Compound ‘5x Overvalued’ as COMP Farming Accounts for 88% of Its Assets
Unlike most other cryptocurrencies, governance tokens for decentralized finance, or DeFi, lend themselves to classical fundamental analysis techniques. Since they are in many ways similar to traditional equity, they can benefit from established frameworks for evaluating a company.
Cointelegraph spoke with Pankaj Balani, the CEO of derivatives platform Delta Exchange, to learn more about his company’s research exercise in trying to give a fair value to the Compound protocol token.

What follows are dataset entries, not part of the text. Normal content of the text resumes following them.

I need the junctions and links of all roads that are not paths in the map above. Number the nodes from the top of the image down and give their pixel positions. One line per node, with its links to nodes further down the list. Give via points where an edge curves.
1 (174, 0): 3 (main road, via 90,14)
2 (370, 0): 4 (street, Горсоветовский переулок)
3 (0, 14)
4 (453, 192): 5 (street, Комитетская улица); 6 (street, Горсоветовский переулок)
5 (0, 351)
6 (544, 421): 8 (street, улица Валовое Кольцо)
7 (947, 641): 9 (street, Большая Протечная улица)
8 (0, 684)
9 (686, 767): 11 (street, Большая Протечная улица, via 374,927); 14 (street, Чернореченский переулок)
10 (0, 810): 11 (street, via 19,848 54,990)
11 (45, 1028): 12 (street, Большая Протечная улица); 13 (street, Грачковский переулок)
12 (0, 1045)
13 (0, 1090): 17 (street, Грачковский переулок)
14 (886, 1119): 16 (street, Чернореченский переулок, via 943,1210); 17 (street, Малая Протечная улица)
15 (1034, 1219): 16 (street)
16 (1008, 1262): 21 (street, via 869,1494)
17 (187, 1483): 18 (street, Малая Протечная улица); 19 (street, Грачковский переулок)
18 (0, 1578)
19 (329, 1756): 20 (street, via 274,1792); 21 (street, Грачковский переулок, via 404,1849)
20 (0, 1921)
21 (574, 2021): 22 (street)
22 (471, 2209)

The monetary value of governance
The researchers initially focused on assigning a monetary value to the ability of governing the protocol. They took the example of stock markets, where each company may have different voting rights assigned to each share. “Almost always, shares with voting rights will trade at a premium to shares with no voting rights,” Balani noted.

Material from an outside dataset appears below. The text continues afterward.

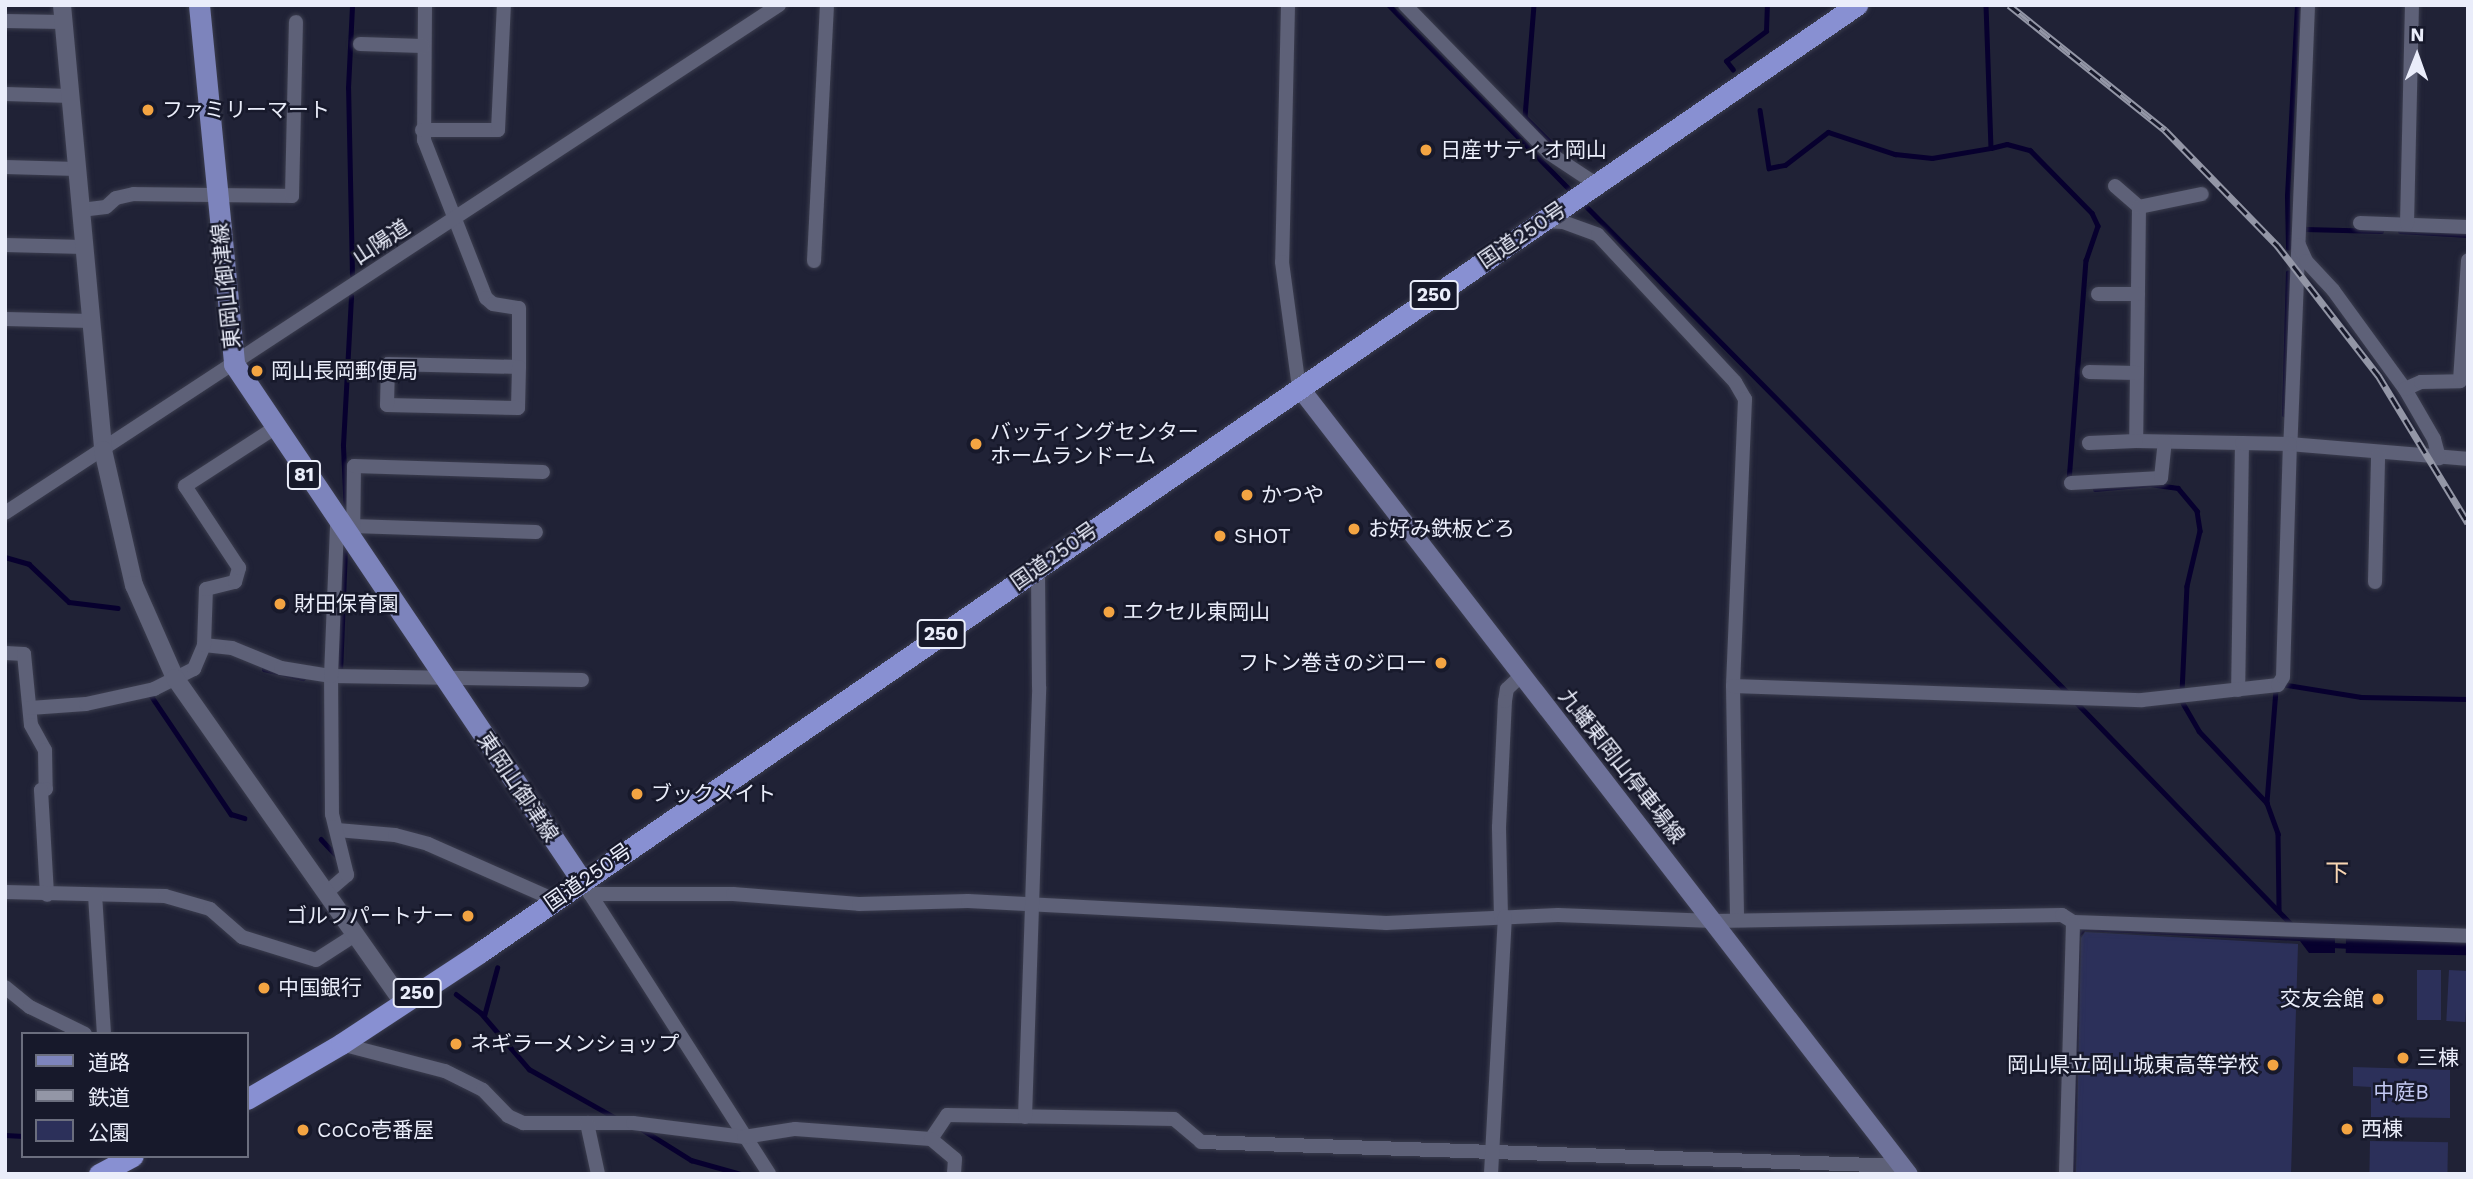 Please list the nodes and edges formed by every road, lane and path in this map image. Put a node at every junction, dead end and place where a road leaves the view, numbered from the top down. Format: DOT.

According to their analysis, that premium is usually around 2.5% to 5%, and 15% at most. For COMP though, the researchers assumed that 20% of its value lies in governance to account for what they believe is higher freedom in decision-making.

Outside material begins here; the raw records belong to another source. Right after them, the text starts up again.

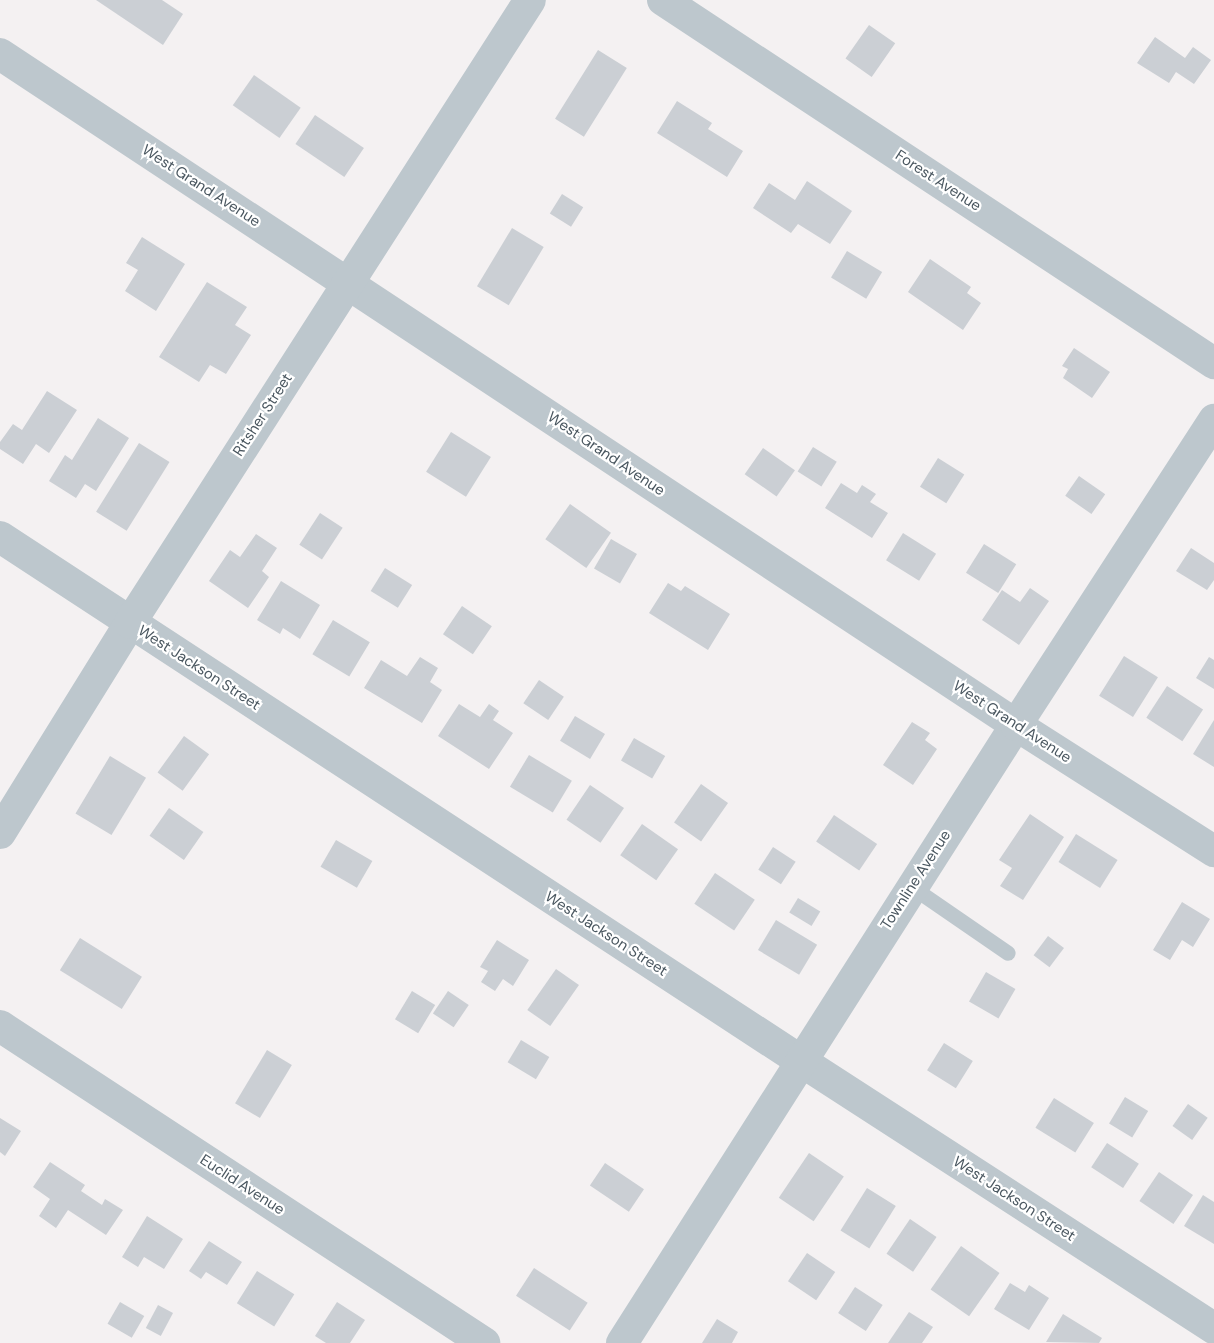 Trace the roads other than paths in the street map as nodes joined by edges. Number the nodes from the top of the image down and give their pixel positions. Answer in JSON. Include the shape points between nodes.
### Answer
{"nodes":[{"id":1,"x":530,"y":0,"type":"edge"},
{"id":2,"x":663,"y":0,"type":"edge"},
{"id":3,"x":0,"y":54,"type":"edge"},
{"id":4,"x":349,"y":283,"type":"junction"},
{"id":5,"x":1214,"y":363,"type":"edge"},
{"id":6,"x":1214,"y":420,"type":"edge"},
{"id":7,"x":0,"y":537,"type":"edge"},
{"id":8,"x":130,"y":623,"type":"junction"},
{"id":9,"x":1016,"y":725,"type":"junction"},
{"id":10,"x":0,"y":833,"type":"edge"},
{"id":11,"x":1214,"y":851,"type":"edge"},
{"id":12,"x":912,"y":887,"type":"junction"},
{"id":13,"x":1008,"y":953,"type":"dead end"},
{"id":14,"x":0,"y":1026,"type":"edge"},
{"id":15,"x":801,"y":1061,"type":"junction"},
{"id":16,"x":1214,"y":1328,"type":"edge"},
{"id":17,"x":484,"y":1343,"type":"edge"},
{"id":18,"x":622,"y":1343,"type":"edge"}],
"edges":[{"from":1,"to":4,"type":"street","name":"Ritsher Street"},
{"from":2,"to":5,"type":"street","name":"Forest Avenue"},
{"from":3,"to":4,"type":"street","name":"West Grand Avenue"},
{"from":4,"to":8,"type":"street","name":"Ritsher Street"},
{"from":4,"to":9,"type":"street","name":"West Grand Avenue"},
{"from":6,"to":9,"type":"street","name":"Townline Avenue"},
{"from":7,"to":8,"type":"street","name":"West Jackson Street"},
{"from":8,"to":10,"type":"street","name":"Ritsher Street"},
{"from":8,"to":15,"type":"street","name":"West Jackson Street"},
{"from":9,"to":11,"type":"street","name":"West Grand Avenue"},
{"from":9,"to":12,"type":"street","name":"Townline Avenue"},
{"from":12,"to":13,"type":"lane"},
{"from":12,"to":15,"type":"street","name":"Townline Avenue"},
{"from":14,"to":17,"type":"street","name":"Euclid Avenue"},
{"from":15,"to":16,"type":"street","name":"West Jackson Street"},
{"from":15,"to":18,"type":"street","name":"Townline Avenue"}]}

To estimate the remaining 80% of the value, researchers applied a classic evaluation method used for banks:
“You have depositors who give their assets, and you have borrowers who basically borrow those assets. And then there is a net interest margin that the bank captures.”
He explained that bank stocks usually trade at modest multiples of their book sizes, or how much value they are lending out. While Compound is not a bank, the protocol functions in a similar way and can be imagined to be capturing the same value that a bank would in its place.
Traditional banks are valued at about two or three times their book value. For COMP, researchers multiplied the book value five times to account for future growth. But that still resulted in a “fair value” of $40, compared to its current price of $173. Researchers used a book value of $400 million, which was equal to the assets borrowed from the protocol in early July, according to DeBank data.
Source: DeBank
Is the valuation fair?
The team noted that the valuation method rests on some key assumptions — notably the multiplier for the book value. But there are a few other caveats to this research. The team used the fully diluted market capitalization of 10 million COMP, as opposed to the currently circulating supply of 2.5 million.
On the other hand, the formula they used assumes that COMP’s value only lies in governance, though the token is expected to soon have a mechanism to capture the economic value of the protocol.
Compound’s market capitalization is now about half the total value borrowed on the protocol — but there is a very important caveat to this as well.
The magnitude of yield farming
According to Compound’s statistics, over $800 million of the $1 billion of assets borrowed is DAI — while all DAI in existence totals $200 million. On July 1, only 30 million DAI were borrowed. A similar story happened with USDC, where the value jumped from $30 million to about $180 million virtually overnight.
As Balani noted:
“A lot of [assets] are there to farm the yield on Compound, which is given in terms of COMP. […] And once its price starts to normalize, it is possible that a huge chunk of that book will start to unwind.”
The sudden jumps for DAI and USDC can be used to estimate how much of Compound’s book is legitimate usage, and how much is due to liquidity mining. These funds flow almost entirely to the most profitable farming asset — as evidenced by BAT’s lending falling from almost $300 million to slightly more than $1 million when DAI became the new flavor.
The difference in the before and after for USDC and DAI amounts to $881 million, which were added by aggressive liquidity miners.
Thus, Compound’s true book value can be no more than $119 million, a portion of which likely still consists of less aggressive “yield farmers.”